Display 5.2-inch (1920 x 1080); 424ppi
Processor Hisilicon Kirin 930; 8-core 64-bit; 2.0 GHz
Operating system Android 5.0 Lollipop
Storage 16GB on-board
RAM 3GB
Network GRA_L09: TDD LTE: B40 FDD LTE: B1/B2/B3/B4/B5/B7/B8/B12/B17/B18/B19/B20/B25/B26/B28 UMTS: 800(B6,Japan)/800(B19,Japan)/850/900/1700/1900/2100MHz GSM 850/900/1800/1900MHz 
GRA_UL00: TDD LTE: B38/B39/B40/B41 (2555MHz~2655MHz) FDD LTE:B1/B3/B4/B7 UMTS: 850/900/1700/1900/2100MHz(B8/B5/B4/B2/B1) GSM : Main card: 850/900/1800/1900MHz; Second card: 850/900/1800/1900MHz
Rear camera 13MP with OIS, 1080p video, 4-color RGBW sensor
Front camera 8MP
Dimensions 144.9mm x 72.1mm x 6.4mm
Weight 144g
Colors Mystic Champagne, Titanium Grey, Gold, Carbon Black
GPS GPS/A-GPS/Glonass/BDS(BeiDou Navigation Satellite System)
Connectivity 802.11n, Bluetooth 4.1 LE, microUSB
Sensors G-sensor; Gyroscope sensor; Ambient Light sensor; Proximity sensor; Compass, Accelerometer
UI EMUI 3.1
Battery 2680 mAh


----------



## editor (Apr 15, 2015)

> The Huawei P8 is set for international availability, offering dual SIM versions, and will come in standard and premium editions, with four different colours. The standard version will cost €499 at launch (£360); the premium version will be €599 (£430).
> http://www.pocket-lint.com/news/133578-huawei-p8-hands-on-metal-meets-android-modifications



And then there's the mahoosive p8 Max: 







http://www.pocket-lint.com/news/133579-huawei-p8max-a-massive-metallic-slab


----------



## TheHoodedClaw (Apr 15, 2015)

It's good, for the end consumer anyway, to see other manufacturers wading in in a big way now that smartphones are well on the way to ubiquity.

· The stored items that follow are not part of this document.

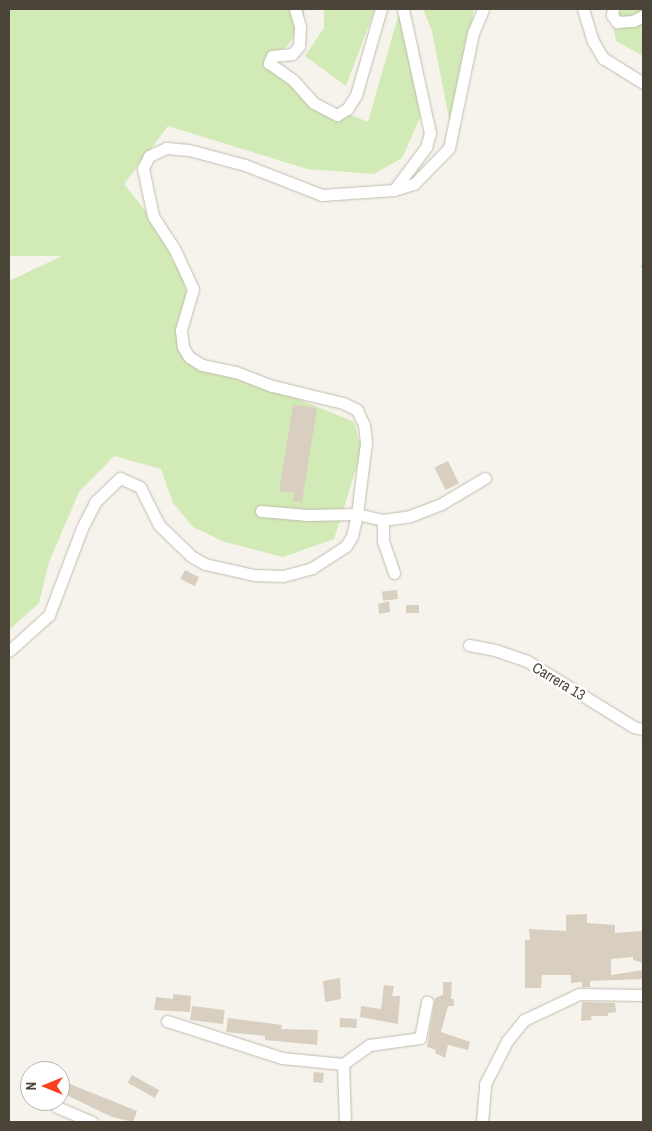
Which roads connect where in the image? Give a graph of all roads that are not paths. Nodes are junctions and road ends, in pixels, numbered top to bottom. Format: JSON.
{"nodes":[{"id":1,"x":295,"y":9,"type":"edge"},
{"id":2,"x":381,"y":9,"type":"edge"},
{"id":3,"x":403,"y":9,"type":"edge"},
{"id":4,"x":483,"y":9,"type":"edge"},
{"id":5,"x":583,"y":9,"type":"edge"},
{"id":6,"x":614,"y":9,"type":"edge"},
{"id":7,"x":643,"y":16,"type":"edge"},
{"id":8,"x":643,"y":83,"type":"edge"},
{"id":9,"x":394,"y":190,"type":"junction"},
{"id":10,"x":485,"y":478,"type":"dead end"},
{"id":11,"x":261,"y":511,"type":"dead end"},
{"id":12,"x":357,"y":514,"type":"junction"},
{"id":13,"x":383,"y":520,"type":"junction"},
{"id":14,"x":394,"y":572,"type":"dead end"},
{"id":15,"x":469,"y":645,"type":"dead end"},
{"id":16,"x":9,"y":651,"type":"edge"},
{"id":17,"x":643,"y":729,"type":"edge"},
{"id":18,"x":643,"y":995,"type":"edge"},
{"id":19,"x":427,"y":1002,"type":"dead end"},
{"id":20,"x":167,"y":1021,"type":"dead end"},
{"id":21,"x":343,"y":1064,"type":"junction"},
{"id":22,"x":66,"y":1111,"type":"edge"},
{"id":23,"x":92,"y":1122,"type":"edge"},
{"id":24,"x":345,"y":1122,"type":"edge"},
{"id":25,"x":482,"y":1122,"type":"edge"}],
"edges":[{"from":1,"to":2,"type":"street"},
{"from":3,"to":9,"type":"street"},
{"from":4,"to":9,"type":"street"},
{"from":5,"to":8,"type":"street"},
{"from":6,"to":7,"type":"street"},
{"from":9,"to":12,"type":"street"},
{"from":10,"to":13,"type":"street"},
{"from":11,"to":12,"type":"street"},
{"from":12,"to":13,"type":"street"},
{"from":12,"to":16,"type":"street"},
{"from":13,"to":14,"type":"street"},
{"from":15,"to":17,"type":"street","name":"Carrera 13"},
{"from":18,"to":25,"type":"street"},
{"from":19,"to":21,"type":"street"},
{"from":20,"to":21,"type":"street"},
{"from":21,"to":24,"type":"street"},
{"from":22,"to":23,"type":"street"}]}
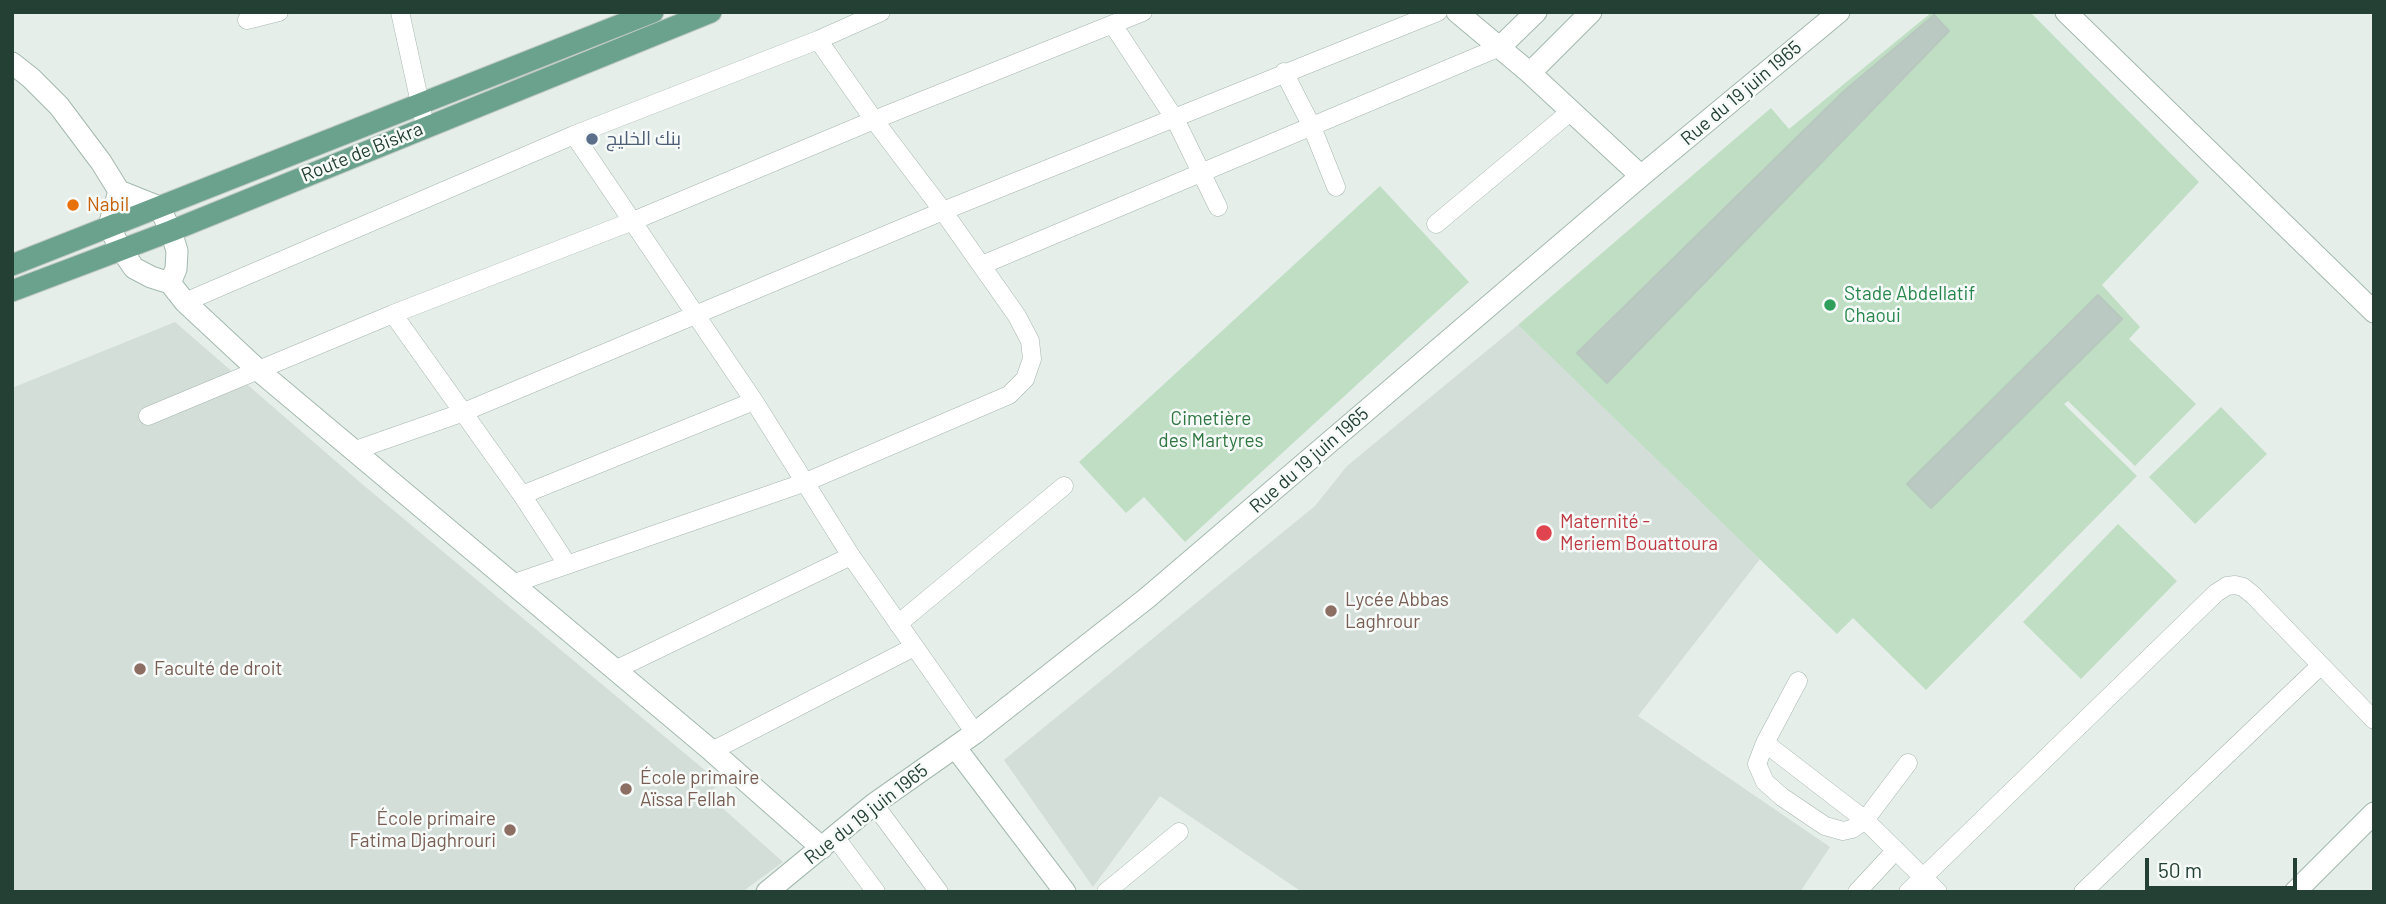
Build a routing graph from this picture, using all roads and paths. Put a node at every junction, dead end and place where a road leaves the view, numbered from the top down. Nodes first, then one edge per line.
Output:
1 (279, 12) edge
2 (400, 12) edge
3 (653, 12) edge
4 (711, 12) edge
5 (881, 12) edge
6 (1143, 12) edge
7 (1438, 12) edge
8 (1457, 12) edge
9 (1536, 12) edge
10 (1591, 12) edge
11 (1839, 12) edge
12 (2066, 12) edge
13 (247, 20) dead end
14 (1113, 25) junction
15 (818, 40) junction
16 (1500, 47) junction
17 (12, 63) edge
18 (1284, 72) junction
19 (1530, 73) junction
20 (421, 105) junction
21 (1570, 112) junction
22 (1175, 119) junction
23 (874, 120) junction
24 (425, 126) junction
25 (1312, 127) junction
26 (575, 135) junction
27 (1203, 173) junction
28 (1641, 176) junction
29 (1336, 187) dead end
30 (119, 191) junction
31 (159, 207) junction
32 (1218, 207) dead end
33 (943, 211) junction
34 (633, 220) junction
35 (1436, 224) dead end
36 (109, 226) junction
37 (171, 231) junction
38 (120, 248) junction
39 (12, 265) edge
40 (982, 265) junction
41 (170, 283) junction
42 (12, 290) edge
43 (185, 302) junction
44 (2374, 312) edge
45 (393, 314) junction
46 (694, 314) junction
47 (258, 370) junction
48 (754, 401) junction
49 (464, 412) junction
50 (148, 416) dead end
51 (353, 451) junction
52 (806, 482) junction
53 (1064, 486) dead end
54 (522, 495) junction
55 (851, 556) junction
56 (567, 564) junction
57 (512, 584) junction
58 (898, 624) junction
59 (915, 647) junction
60 (2320, 666) junction
61 (615, 670) junction
62 (1798, 681) dead end
63 (2374, 720) edge
64 (975, 733) junction
65 (1765, 743) junction
66 (955, 747) junction
67 (712, 751) junction
68 (1908, 763) dead end
69 (874, 804) junction
70 (2374, 813) edge
71 (1865, 820) junction
72 (1179, 832) dead end
73 (829, 842) junction
74 (1896, 850) junction
75 (1923, 877) junction
76 (766, 892) edge
77 (876, 892) edge
78 (939, 892) edge
79 (1065, 892) edge
80 (1106, 892) edge
81 (1857, 892) edge
82 (1908, 892) edge
83 (1938, 892) edge
84 (2083, 892) edge
85 (2295, 892) edge

1 - 13 street
2 - 20 street
3 - 20 main road, Route de Biskra
4 - 24 main road, Route de Biskra
5 - 15 street
6 - 14 street
7 - 18 street
8 - 16 street
9 - 16 street
10 - 19 street
11 - 28 street, Rue du 19 juin 1965
12 - 44 street
14 - 22 street
14 - 23 street
15 - 23 street
15 - 26 street
16 - 19 street
16 - 25 street
17 - 30 street
18 - 22 street
18 - 25 street
19 - 21 street
20 - 24 street
20 - 31 main road, Route de Biskra
21 - 28 street
21 - 35 street
22 - 27 street
22 - 33 street
23 - 33 street
23 - 34 street
24 - 37 main road, Route de Biskra
25 - 27 street
25 - 29 street
26 - 34 street
26 - 43 street
27 - 32 street
27 - 40 street
28 - 64 street, Rue du 19 juin 1965
30 - 31 street
30 - 36 street
31 - 36 main road, Route de Biskra
31 - 37 street
33 - 40 street
33 - 46 street
34 - 45 street
34 - 46 street
36 - 38 street
36 - 39 main road, Route de Biskra
37 - 38 main road, Route de Biskra
37 - 41 street
38 - 41 street
38 - 42 main road, Route de Biskra
40 - 52 street
41 - 43 street
43 - 47 street
45 - 47 street
45 - 49 street
46 - 48 street
46 - 49 street
47 - 50 street
47 - 51 street
48 - 52 street
48 - 54 street
49 - 51 street
49 - 54 street
51 - 57 street
52 - 55 street
52 - 56 street
53 - 58 street
54 - 56 street
55 - 58 street
55 - 61 street
56 - 57 street
57 - 61 street
58 - 59 street
59 - 64 street
59 - 67 street
60 - 63 street
60 - 75 street
60 - 84 street
61 - 67 street
62 - 65 street
64 - 66 street, Rue du 19 juin 1965
65 - 71 street
65 - 71 street
66 - 69 street, Rue du 19 juin 1965
66 - 79 street
67 - 73 street
68 - 71 street
69 - 73 street, Rue du 19 juin 1965
69 - 78 street
70 - 85 street
71 - 74 street
72 - 80 street
73 - 76 street, Rue du 19 juin 1965
73 - 77 street
74 - 75 street
74 - 81 street
75 - 82 street
75 - 83 street

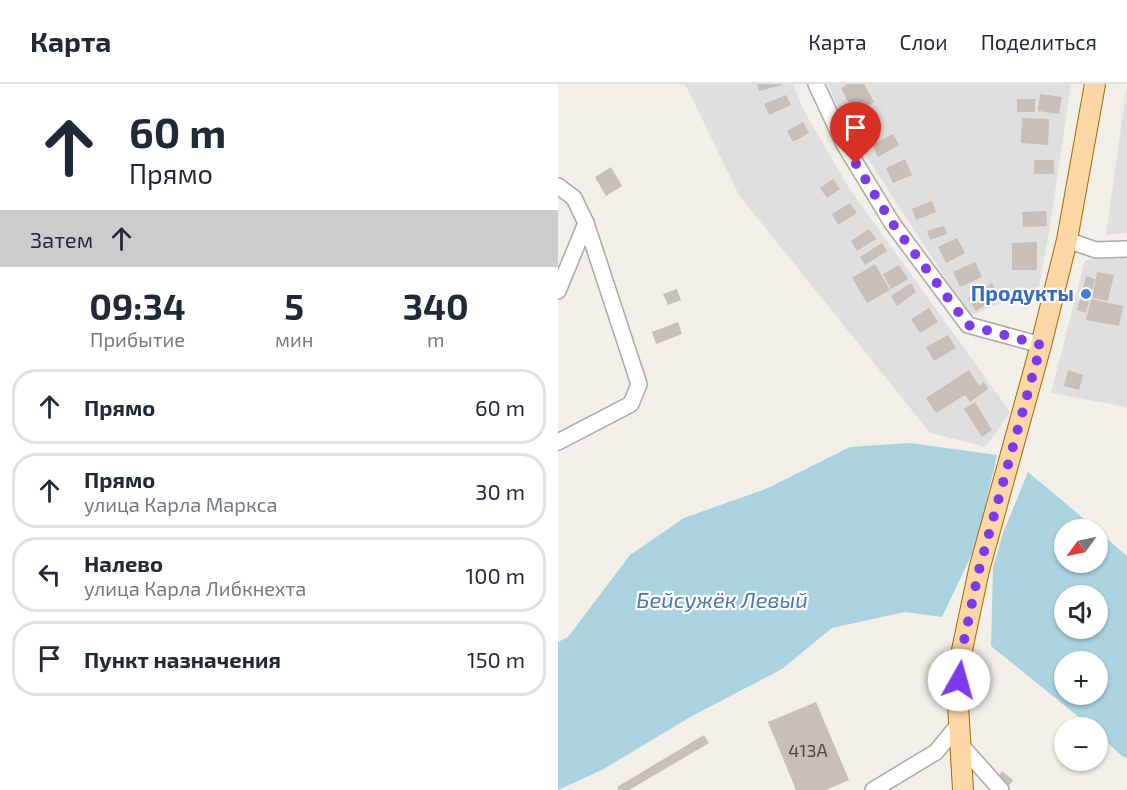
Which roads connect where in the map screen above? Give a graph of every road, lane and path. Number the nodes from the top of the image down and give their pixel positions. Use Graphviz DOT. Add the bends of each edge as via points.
graph roads {
  1 [pos="816,84"];
  2 [pos="1095,84"];
  3 [pos="558,186"];
  4 [pos="586,223"];
  5 [pos="1067,240"];
  6 [pos="1127,249"];
  7 [pos="558,291"];
  8 [pos="1041,345"];
  9 [pos="558,442"];
  10 [pos="959,734"];
  11 [pos="873,790"];
  12 [pos="963,790"];
  13 [pos="1001,790"];
  1 -- 8 [label="street" via="844,144 892,223 968,325"];
  2 -- 5 [label="main road"];
  3 -- 4 [label="street" via="574,198"];
  4 -- 7 [label="street"];
  4 -- 9 [label="street" via="639,384 631,404"];
  5 -- 6 [label="street" via="1096,250"];
  5 -- 8 [label="main road"];
  8 -- 10 [label="main road" via="979,570 962,650"];
  10 -- 11 [label="street"];
  10 -- 12 [label="main road"];
  10 -- 13 [label="street"];
}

What does a phone need eight cores for though?


----------



## editor (Apr 16, 2015)

TheHoodedClaw said:


> It's good, for the end consumer anyway, to see other manufacturers wading in in a big way now that smartphones are well on the way to ubiquity. What does a phone need eight cores for though?


Octa-love.


----------



## Barking_Mad (Apr 17, 2015)

Mainly 8 cores are for people who have no clue.


----------



## UnderAnOpenSky (Apr 17, 2015)

TheHoodedClaw said:


> It's good, for the end consumer anyway, to see other manufacturers wading in in a big way now that smartphones are well on the way to ubiquity. What does a phone need eight cores for though?



I think its so you have plenty of power for multi tasking and demanding apps, but can switch some of when not in use to save power.


----------